De acordo com a portaria, a realização de horas excedentes só será autorizada para atendimento de situações excepcionais e transitórias. Casos de emergências não estão inclusos, desde que os mesmos impliquem na paralisação da prestação de serviço, proporcionando prejuízos à população de Juiz de Fora.
Segundo a secretária de Administração e Recursos Humanos, Andreia Goreske, a medida tem como objetivo regulamentar estes procedimentos, evitando prejuízos aos serviços e aos vencimentos. “É uma forma de termos controle e planejamento das atividades. Ainda não tem como mensurar o montante e o impacto em cada departamento.”

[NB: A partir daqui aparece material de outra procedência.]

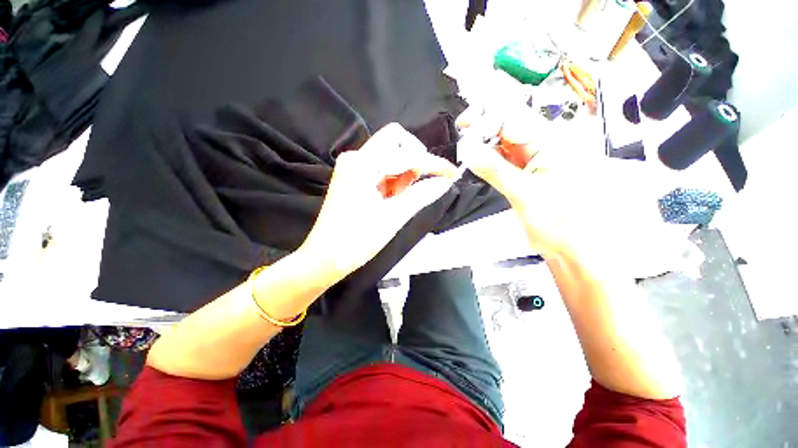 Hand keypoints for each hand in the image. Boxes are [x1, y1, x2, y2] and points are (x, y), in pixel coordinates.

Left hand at [299, 123, 459, 279]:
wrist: (325, 258)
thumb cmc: (357, 241)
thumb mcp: (394, 217)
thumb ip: (422, 195)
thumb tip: (445, 181)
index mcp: (363, 165)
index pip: (407, 154)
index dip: (433, 163)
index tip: (452, 173)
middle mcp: (356, 157)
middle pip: (395, 140)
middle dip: (415, 158)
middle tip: (419, 184)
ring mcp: (353, 166)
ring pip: (389, 153)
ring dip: (404, 171)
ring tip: (402, 198)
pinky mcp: (353, 176)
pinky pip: (381, 167)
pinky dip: (393, 178)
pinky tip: (393, 197)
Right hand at [456, 106, 611, 259]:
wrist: (571, 247)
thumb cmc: (561, 223)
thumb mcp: (525, 194)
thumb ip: (495, 171)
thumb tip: (470, 152)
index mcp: (552, 144)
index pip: (515, 119)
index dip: (489, 119)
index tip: (467, 128)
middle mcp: (543, 147)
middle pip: (509, 125)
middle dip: (485, 126)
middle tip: (463, 130)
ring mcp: (533, 161)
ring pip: (504, 142)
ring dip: (484, 143)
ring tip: (467, 147)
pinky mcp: (524, 174)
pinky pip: (503, 159)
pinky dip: (488, 159)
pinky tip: (477, 160) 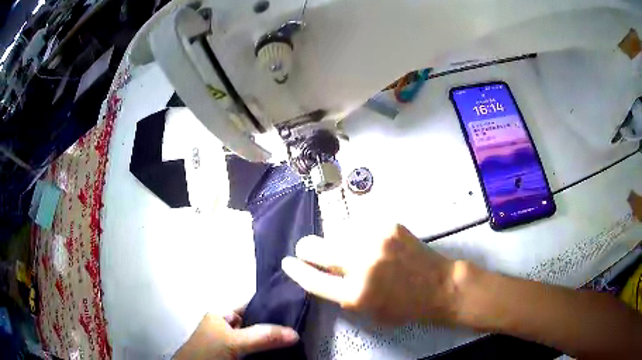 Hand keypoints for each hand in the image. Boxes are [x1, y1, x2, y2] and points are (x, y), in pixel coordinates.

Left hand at [174, 309, 298, 359]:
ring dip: (273, 341)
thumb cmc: (209, 351)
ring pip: (257, 338)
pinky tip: (281, 353)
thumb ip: (261, 336)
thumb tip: (295, 333)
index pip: (252, 304)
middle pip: (257, 322)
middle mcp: (228, 324)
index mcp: (223, 313)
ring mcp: (231, 341)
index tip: (297, 308)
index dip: (273, 305)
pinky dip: (266, 351)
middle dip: (276, 327)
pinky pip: (255, 350)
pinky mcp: (234, 353)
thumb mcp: (234, 342)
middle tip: (300, 328)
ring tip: (296, 340)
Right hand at [282, 224, 458, 325]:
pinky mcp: (388, 224)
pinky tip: (371, 242)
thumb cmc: (404, 306)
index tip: (287, 262)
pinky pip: (359, 225)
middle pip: (315, 248)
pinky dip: (357, 233)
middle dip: (306, 249)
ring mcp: (375, 239)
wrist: (439, 285)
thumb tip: (321, 271)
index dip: (295, 270)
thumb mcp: (367, 311)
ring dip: (337, 241)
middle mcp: (361, 264)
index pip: (312, 279)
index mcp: (355, 294)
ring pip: (336, 232)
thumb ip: (341, 293)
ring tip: (350, 248)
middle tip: (307, 249) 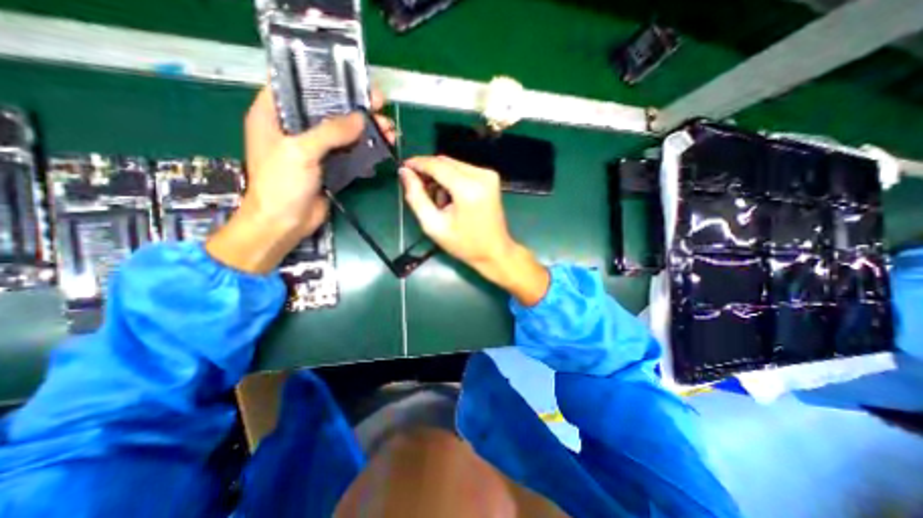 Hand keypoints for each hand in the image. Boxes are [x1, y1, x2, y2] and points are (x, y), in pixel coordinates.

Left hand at [207, 84, 394, 273]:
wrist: (285, 223)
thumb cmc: (281, 185)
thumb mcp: (300, 152)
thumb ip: (330, 132)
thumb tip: (361, 118)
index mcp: (274, 114)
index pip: (297, 84)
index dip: (324, 78)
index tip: (350, 78)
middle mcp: (295, 128)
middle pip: (328, 109)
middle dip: (355, 107)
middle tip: (379, 103)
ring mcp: (315, 149)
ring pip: (343, 132)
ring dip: (366, 129)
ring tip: (388, 128)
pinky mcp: (330, 166)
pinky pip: (350, 152)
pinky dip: (365, 149)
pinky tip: (382, 146)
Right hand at [400, 156, 545, 305]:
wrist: (495, 251)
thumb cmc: (464, 244)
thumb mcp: (434, 226)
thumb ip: (416, 197)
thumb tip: (404, 173)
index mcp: (468, 189)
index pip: (437, 165)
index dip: (418, 164)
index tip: (404, 167)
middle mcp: (481, 175)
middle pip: (445, 162)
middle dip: (428, 171)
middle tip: (418, 188)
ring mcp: (489, 175)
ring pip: (454, 164)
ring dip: (440, 177)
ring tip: (438, 201)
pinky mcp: (491, 177)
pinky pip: (464, 170)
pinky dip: (452, 179)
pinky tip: (451, 198) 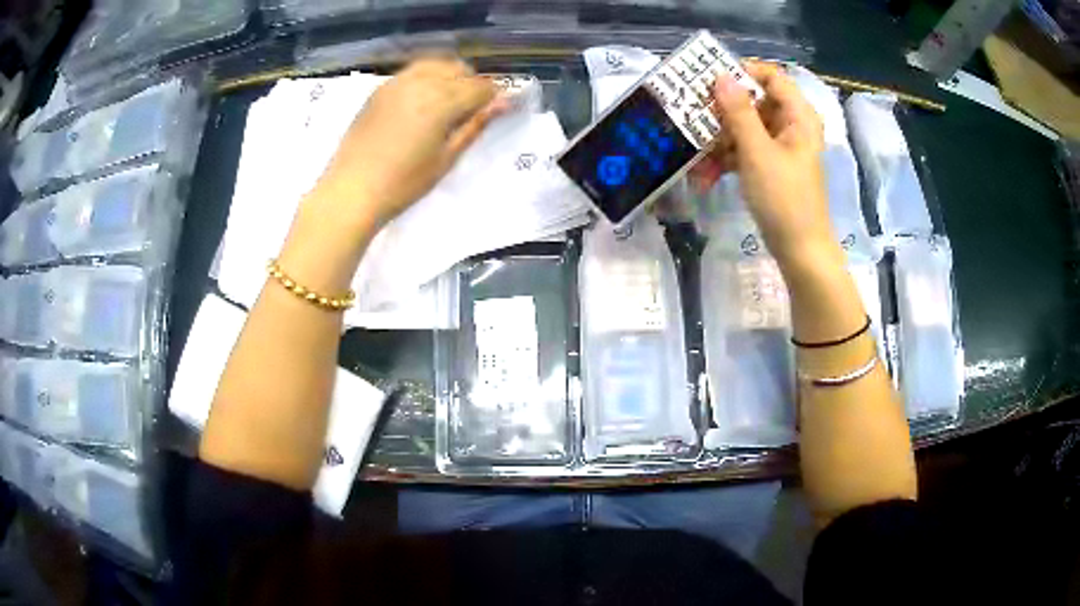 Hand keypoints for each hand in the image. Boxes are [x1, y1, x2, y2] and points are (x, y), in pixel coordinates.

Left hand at [314, 58, 504, 229]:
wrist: (352, 190)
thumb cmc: (404, 183)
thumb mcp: (446, 158)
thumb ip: (475, 125)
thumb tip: (504, 103)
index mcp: (441, 102)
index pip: (480, 87)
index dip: (493, 97)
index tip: (497, 110)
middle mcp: (420, 82)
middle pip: (459, 70)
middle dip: (472, 84)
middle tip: (472, 110)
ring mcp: (397, 82)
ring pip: (436, 64)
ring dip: (450, 76)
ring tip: (448, 102)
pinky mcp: (380, 89)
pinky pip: (413, 71)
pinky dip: (427, 77)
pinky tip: (423, 100)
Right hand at [691, 62, 832, 269]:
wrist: (800, 251)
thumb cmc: (784, 199)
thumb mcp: (757, 152)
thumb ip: (738, 112)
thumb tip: (720, 76)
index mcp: (798, 116)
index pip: (771, 76)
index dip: (742, 72)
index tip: (711, 80)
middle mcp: (791, 125)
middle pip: (753, 102)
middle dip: (722, 112)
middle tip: (692, 116)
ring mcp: (780, 147)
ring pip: (744, 128)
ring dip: (718, 141)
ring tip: (695, 156)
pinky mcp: (770, 166)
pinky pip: (745, 151)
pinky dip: (726, 160)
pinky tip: (704, 177) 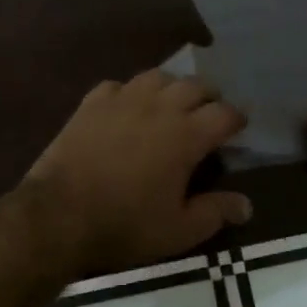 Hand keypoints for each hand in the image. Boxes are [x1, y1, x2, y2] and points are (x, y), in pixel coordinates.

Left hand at [21, 70, 252, 272]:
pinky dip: (129, 92)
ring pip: (157, 76)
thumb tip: (247, 205)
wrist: (59, 214)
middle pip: (195, 85)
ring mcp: (123, 100)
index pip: (225, 113)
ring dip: (171, 87)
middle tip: (209, 113)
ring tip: (172, 103)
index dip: (237, 119)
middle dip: (209, 96)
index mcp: (186, 135)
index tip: (239, 129)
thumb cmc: (125, 224)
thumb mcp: (178, 230)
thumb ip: (215, 213)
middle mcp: (159, 107)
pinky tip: (127, 107)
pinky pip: (118, 85)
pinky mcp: (92, 103) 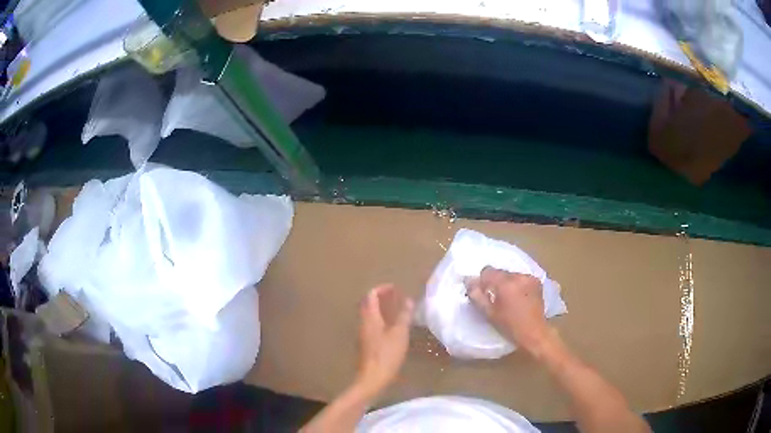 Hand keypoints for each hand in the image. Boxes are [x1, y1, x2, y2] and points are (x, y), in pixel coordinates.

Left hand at [355, 284, 413, 396]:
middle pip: (368, 304)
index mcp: (370, 317)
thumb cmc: (387, 354)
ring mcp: (363, 334)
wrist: (372, 377)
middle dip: (380, 297)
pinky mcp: (366, 343)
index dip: (382, 289)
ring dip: (380, 309)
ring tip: (395, 310)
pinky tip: (391, 327)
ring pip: (369, 315)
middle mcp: (364, 323)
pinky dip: (380, 319)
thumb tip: (408, 300)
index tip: (394, 288)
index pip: (371, 295)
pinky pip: (371, 324)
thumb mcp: (400, 334)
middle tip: (394, 296)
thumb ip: (404, 316)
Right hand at [466, 267, 552, 355]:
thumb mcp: (489, 313)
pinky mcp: (537, 281)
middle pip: (500, 272)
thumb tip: (469, 281)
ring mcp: (529, 278)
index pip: (487, 271)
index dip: (483, 281)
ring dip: (507, 283)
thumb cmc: (510, 326)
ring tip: (508, 298)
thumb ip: (477, 296)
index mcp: (506, 284)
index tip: (484, 293)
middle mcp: (519, 276)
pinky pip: (521, 278)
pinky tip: (519, 297)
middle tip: (495, 298)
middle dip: (495, 282)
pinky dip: (517, 284)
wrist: (534, 332)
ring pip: (511, 275) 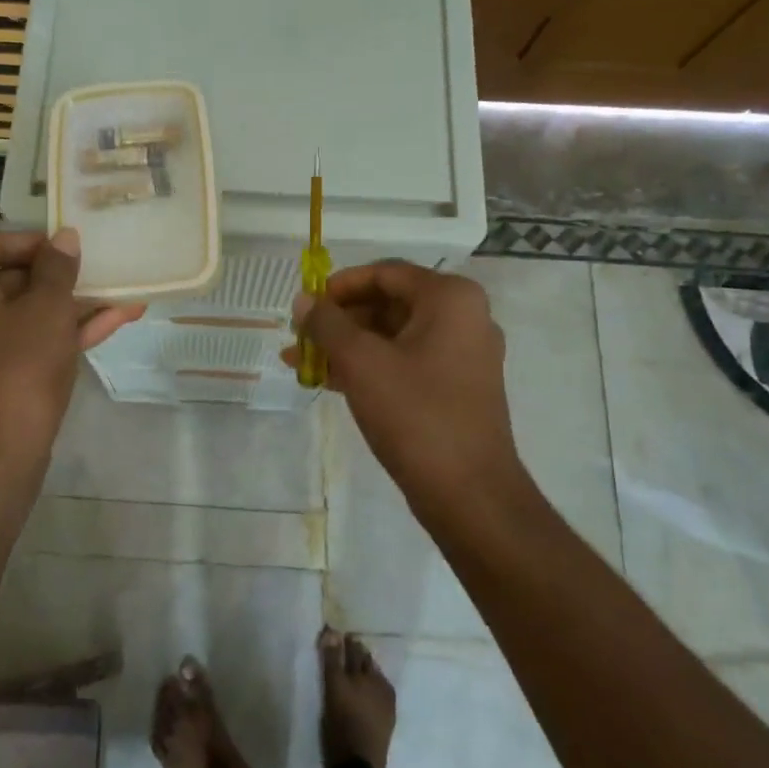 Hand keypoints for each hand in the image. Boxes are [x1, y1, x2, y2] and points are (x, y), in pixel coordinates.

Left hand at [0, 227, 142, 473]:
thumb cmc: (17, 367)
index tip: (72, 248)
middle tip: (98, 273)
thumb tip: (63, 238)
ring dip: (68, 307)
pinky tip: (109, 324)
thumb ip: (58, 268)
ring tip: (120, 297)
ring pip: (21, 314)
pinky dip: (58, 334)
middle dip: (59, 278)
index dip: (36, 242)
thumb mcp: (48, 309)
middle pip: (7, 279)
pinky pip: (20, 343)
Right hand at [291, 261, 524, 521]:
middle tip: (299, 336)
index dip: (340, 285)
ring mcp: (462, 355)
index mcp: (450, 299)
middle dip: (339, 320)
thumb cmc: (415, 414)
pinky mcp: (455, 387)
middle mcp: (463, 318)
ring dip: (346, 346)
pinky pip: (404, 362)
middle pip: (389, 303)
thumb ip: (327, 324)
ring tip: (300, 361)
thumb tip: (303, 300)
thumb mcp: (361, 362)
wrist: (469, 494)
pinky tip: (328, 380)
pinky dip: (368, 367)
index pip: (386, 273)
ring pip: (393, 336)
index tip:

Para o Sindicato dos Servidores da PJF (Sinserpu), a medida não é vista com bons olhos. Para o presidente, Amarildo Romanazzi, com o déficit de funcionário que a PJF apresenta – conforme o sindicato, cerca de 30% -, a portaria pode fazer com que os serviços sejam prejudicados a médio prazo. “A hora extra acontece quando o efetivo não dá conta de realizar as tarefas.”
Goreske reconhece que o déficit existe, mas garante que não haverá prejuízos. “Estamos dando encaminhamento à realização do concurso, que, agora, depende de decisões judiciais para acontecer.” Em relação ao Demlurb e à Funalfa, a secretária salientou que a redução das horas nestas autarquias acontecerá a partir de medidas internas.